**AIM OF THE EXERCISE**
Pull from the data below each line where the word "João" occurs, and copy it.

SUPPLIED DATA Start Marker

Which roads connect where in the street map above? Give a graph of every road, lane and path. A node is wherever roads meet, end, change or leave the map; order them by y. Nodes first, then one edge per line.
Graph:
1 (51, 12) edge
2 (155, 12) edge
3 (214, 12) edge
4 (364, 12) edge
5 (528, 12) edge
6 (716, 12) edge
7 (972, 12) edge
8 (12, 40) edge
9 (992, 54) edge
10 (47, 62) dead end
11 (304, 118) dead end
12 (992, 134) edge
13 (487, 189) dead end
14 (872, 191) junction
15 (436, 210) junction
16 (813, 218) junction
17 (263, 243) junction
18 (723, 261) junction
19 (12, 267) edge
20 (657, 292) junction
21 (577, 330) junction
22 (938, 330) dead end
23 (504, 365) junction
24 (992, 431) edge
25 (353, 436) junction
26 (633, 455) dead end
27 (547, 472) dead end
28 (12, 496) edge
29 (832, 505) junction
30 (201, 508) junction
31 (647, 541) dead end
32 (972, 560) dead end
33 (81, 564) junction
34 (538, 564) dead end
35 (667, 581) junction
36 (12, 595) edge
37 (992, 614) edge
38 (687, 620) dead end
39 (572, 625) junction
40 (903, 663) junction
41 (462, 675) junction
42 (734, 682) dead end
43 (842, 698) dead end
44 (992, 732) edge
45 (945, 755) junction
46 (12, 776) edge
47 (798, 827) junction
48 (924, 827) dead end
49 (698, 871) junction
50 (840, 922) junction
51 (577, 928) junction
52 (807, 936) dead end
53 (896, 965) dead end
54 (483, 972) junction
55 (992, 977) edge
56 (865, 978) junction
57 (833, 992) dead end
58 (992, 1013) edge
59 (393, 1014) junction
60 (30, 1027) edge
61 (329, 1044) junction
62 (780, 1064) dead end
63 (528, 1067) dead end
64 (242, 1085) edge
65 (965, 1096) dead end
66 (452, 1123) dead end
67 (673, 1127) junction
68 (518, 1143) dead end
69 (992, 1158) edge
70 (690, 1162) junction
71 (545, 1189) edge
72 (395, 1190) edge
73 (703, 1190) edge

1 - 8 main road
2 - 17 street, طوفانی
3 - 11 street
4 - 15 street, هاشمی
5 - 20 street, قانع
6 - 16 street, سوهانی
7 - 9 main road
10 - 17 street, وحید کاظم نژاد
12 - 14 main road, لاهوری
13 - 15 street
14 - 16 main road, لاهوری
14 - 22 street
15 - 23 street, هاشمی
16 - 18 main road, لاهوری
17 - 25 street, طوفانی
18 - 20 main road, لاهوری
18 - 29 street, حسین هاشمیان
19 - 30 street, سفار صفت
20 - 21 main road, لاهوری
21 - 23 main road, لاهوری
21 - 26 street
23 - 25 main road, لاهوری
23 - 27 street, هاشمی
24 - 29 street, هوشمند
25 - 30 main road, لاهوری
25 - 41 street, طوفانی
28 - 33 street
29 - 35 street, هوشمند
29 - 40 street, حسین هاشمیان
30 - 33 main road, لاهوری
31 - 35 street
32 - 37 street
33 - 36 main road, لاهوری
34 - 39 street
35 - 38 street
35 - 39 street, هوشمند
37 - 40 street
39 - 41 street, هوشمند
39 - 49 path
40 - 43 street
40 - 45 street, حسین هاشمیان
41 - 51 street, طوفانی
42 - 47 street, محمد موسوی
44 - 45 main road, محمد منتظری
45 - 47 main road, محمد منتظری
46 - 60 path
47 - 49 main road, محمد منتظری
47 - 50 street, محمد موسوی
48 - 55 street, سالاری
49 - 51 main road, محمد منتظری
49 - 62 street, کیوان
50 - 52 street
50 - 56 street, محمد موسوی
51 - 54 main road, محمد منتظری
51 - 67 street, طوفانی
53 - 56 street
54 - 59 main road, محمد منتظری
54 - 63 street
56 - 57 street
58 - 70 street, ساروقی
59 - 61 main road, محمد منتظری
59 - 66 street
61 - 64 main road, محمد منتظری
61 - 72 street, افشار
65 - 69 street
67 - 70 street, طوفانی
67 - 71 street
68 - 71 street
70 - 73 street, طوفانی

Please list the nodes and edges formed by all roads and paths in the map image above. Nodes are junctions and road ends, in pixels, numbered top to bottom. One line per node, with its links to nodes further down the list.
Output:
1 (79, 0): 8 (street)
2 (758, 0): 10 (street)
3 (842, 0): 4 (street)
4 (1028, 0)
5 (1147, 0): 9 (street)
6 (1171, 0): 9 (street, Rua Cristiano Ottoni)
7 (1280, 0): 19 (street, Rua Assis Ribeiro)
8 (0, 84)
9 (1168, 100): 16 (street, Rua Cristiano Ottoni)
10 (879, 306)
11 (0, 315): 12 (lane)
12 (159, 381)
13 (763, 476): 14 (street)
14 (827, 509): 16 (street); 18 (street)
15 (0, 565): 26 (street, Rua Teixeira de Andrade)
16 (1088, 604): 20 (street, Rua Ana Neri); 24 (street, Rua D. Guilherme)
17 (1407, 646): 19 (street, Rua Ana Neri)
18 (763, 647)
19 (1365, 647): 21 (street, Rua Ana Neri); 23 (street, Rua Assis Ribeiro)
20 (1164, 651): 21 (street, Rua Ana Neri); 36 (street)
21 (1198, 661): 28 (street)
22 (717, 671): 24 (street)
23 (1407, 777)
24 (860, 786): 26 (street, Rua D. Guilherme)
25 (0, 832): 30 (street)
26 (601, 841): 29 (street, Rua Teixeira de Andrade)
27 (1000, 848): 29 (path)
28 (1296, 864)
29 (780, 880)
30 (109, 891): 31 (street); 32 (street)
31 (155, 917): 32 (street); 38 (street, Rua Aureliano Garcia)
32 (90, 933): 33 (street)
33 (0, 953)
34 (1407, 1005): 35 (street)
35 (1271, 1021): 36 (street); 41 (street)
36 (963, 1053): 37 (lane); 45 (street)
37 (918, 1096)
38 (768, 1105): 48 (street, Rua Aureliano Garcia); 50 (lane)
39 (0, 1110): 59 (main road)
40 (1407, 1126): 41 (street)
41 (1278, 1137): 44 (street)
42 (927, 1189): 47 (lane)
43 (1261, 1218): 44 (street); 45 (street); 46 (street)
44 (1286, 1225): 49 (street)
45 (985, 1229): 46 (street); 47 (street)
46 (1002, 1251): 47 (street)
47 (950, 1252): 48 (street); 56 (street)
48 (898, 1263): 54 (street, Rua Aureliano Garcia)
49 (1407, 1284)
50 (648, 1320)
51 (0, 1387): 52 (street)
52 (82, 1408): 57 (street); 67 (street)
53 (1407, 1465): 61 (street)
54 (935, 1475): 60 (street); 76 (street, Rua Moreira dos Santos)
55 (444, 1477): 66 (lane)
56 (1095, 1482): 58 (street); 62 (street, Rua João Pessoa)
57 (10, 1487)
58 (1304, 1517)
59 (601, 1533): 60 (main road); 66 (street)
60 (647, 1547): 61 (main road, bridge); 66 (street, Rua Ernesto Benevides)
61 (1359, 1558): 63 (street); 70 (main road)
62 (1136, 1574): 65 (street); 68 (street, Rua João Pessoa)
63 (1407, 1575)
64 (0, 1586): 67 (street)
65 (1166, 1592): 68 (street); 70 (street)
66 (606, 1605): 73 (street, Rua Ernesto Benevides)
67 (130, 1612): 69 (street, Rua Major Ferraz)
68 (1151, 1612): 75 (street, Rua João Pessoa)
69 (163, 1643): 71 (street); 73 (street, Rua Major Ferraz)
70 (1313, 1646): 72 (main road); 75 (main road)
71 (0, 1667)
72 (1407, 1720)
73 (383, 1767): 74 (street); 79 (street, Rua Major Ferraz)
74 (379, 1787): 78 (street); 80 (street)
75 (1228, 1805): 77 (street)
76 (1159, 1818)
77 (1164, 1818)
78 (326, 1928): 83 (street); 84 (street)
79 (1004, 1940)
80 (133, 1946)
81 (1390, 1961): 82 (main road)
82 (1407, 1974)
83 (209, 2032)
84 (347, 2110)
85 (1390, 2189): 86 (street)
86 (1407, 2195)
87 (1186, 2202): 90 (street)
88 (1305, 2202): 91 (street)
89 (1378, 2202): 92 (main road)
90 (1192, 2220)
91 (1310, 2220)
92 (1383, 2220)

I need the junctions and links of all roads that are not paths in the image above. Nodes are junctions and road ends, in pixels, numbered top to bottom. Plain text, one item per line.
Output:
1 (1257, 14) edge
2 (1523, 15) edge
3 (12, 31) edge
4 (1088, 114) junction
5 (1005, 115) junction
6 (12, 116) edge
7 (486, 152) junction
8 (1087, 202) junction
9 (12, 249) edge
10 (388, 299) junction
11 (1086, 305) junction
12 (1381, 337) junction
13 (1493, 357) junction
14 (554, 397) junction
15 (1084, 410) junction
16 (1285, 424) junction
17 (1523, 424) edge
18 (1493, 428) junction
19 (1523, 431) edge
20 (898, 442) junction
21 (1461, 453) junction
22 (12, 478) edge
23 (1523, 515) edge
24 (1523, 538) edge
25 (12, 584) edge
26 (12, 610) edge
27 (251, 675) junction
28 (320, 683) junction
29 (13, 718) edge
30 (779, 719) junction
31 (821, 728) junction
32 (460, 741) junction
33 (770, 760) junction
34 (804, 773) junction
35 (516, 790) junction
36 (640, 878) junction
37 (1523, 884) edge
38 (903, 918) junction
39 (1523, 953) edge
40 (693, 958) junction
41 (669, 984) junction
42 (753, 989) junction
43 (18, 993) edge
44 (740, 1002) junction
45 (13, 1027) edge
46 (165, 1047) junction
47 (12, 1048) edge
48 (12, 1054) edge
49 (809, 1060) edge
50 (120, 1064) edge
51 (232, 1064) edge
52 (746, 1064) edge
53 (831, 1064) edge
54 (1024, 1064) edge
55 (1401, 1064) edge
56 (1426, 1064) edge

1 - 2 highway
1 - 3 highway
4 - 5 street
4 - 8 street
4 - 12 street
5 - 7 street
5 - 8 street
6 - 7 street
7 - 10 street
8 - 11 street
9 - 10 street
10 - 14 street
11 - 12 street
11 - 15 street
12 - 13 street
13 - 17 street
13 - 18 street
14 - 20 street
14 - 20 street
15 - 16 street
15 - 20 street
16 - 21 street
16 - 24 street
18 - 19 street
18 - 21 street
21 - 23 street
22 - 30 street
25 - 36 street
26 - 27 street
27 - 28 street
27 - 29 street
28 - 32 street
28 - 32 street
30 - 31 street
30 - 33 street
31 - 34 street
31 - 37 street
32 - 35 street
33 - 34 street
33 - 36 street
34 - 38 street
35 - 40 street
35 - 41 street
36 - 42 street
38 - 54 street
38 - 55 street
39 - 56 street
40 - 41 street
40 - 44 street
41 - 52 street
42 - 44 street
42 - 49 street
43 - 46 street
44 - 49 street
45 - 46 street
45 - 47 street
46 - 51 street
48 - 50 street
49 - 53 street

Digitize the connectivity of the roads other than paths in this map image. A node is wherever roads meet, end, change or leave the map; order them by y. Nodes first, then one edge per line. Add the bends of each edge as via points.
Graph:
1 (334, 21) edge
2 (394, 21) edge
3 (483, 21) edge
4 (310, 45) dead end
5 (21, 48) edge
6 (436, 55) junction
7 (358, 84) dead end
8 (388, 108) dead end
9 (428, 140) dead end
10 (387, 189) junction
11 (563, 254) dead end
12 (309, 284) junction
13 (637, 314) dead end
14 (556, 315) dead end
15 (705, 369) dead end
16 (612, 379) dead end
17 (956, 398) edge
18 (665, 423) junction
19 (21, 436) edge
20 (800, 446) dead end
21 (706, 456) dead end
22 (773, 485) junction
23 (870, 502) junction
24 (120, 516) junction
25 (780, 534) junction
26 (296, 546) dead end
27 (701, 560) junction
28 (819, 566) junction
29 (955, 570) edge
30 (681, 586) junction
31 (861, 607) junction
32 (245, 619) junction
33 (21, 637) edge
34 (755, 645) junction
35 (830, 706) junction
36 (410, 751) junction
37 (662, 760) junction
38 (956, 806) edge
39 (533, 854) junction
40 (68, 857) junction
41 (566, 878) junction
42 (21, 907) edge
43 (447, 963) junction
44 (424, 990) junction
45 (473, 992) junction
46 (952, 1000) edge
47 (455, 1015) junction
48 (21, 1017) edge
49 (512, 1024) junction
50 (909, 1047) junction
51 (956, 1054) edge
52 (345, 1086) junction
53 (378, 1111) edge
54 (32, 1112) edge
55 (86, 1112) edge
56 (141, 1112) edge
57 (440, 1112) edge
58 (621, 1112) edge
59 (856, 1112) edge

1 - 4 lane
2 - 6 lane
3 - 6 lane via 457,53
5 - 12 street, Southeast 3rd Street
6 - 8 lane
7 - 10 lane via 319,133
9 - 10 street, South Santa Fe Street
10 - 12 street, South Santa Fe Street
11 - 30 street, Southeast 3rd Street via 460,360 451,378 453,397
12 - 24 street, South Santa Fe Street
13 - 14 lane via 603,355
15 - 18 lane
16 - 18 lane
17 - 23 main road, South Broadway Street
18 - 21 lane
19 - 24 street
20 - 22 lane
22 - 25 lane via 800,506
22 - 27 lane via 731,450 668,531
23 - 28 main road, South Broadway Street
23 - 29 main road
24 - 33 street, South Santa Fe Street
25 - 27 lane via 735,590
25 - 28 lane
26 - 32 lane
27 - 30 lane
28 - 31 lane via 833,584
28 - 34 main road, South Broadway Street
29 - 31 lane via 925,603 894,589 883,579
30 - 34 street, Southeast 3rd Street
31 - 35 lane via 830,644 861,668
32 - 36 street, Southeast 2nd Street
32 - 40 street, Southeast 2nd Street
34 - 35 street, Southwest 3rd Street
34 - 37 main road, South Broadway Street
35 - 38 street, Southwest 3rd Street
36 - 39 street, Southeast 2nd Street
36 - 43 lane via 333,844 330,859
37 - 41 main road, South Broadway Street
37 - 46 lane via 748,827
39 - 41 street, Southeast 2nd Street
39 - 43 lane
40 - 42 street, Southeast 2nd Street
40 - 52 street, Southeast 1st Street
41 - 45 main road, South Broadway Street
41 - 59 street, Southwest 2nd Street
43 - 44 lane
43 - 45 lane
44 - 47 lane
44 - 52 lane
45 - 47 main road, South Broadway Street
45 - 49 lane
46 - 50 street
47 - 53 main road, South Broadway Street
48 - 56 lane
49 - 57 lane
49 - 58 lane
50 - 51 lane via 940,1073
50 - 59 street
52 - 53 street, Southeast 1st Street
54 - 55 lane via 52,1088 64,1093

SUPPLIED DATA End Marker

**ANSWER SPACE**
56 (1095, 1482): 58 (street); 62 (street, Rua João Pessoa)
62 (1136, 1574): 65 (street); 68 (street, Rua João Pessoa)
68 (1151, 1612): 75 (street, Rua João Pessoa)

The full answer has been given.